Doctor discussed subscriptions for local news publishers, FCC decisions, the problem with digital-only models, Tronc and more in the episode. Below are highlights, edited for clarity.
FCC decisions will have major implications
“For decades, you couldn’t own a newspaper and a TV station in the same area. [An] FCC decision allowed Sinclair to get much bigger as a TV broadcaster. There’s a series of FCC decisions coming that will favor a few big roll-up TV companies. It is going to be the beginning of major consolidation, and the journalistic and reader implications of this have not been covered.”

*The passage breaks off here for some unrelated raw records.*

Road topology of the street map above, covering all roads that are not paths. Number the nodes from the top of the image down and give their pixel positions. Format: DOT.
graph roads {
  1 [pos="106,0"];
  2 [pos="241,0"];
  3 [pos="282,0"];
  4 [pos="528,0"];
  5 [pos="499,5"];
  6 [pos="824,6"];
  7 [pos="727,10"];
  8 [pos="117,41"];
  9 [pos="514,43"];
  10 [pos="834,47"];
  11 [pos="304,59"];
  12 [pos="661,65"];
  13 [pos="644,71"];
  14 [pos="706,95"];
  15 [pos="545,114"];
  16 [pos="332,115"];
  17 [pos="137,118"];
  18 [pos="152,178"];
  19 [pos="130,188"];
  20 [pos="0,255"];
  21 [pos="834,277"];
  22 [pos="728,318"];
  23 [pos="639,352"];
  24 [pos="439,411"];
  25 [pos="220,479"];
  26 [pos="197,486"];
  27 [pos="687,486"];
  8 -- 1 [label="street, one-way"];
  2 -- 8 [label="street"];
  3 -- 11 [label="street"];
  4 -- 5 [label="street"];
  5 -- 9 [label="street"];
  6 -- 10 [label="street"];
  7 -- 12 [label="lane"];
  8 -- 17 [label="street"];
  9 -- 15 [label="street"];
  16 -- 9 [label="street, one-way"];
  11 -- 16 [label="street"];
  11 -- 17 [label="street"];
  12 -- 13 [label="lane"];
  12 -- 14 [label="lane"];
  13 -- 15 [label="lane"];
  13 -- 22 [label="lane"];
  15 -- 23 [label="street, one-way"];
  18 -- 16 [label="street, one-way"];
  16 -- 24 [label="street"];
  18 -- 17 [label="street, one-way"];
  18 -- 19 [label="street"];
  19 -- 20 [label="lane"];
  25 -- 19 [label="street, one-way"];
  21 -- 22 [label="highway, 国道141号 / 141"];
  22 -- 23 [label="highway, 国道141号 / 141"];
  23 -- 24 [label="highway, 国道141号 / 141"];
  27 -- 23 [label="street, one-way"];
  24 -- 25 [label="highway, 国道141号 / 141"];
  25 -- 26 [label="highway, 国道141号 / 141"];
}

Chances of government intervention in the duopoly are slim
“Facebook and Google are dominating even more of digital advertising. Digital display slowdown is now a point of reckoning for all media. [The] chances of governmental intervention in the Facebook-Google duopoly are very, very small. It’s not a new issue. Nobody knows how to think about this. What does domination mean in the digital world?”
The dilemma with digital-only local news
“The problem with the digital-only model is that we don’t yet see a willingness for consumers to pay for local digital news. They’ll pay for a legacy company but not local startups. What’s going to get someone to pay for local news? It comes down to habit. If there is a habit developed, paying for it is not a big deal. You have to be on [the first screen of phones] the way the Times is.”
Tronc does not have a new strategy
“They put a video on every page; they did a bunch of widget deals on self-playing audio — the pivot to autoplay. It was madness. It didn’t work commercially. Their audiences have been down. But at the same time, these newspapers, especially the LA Times, have done some great journalism.”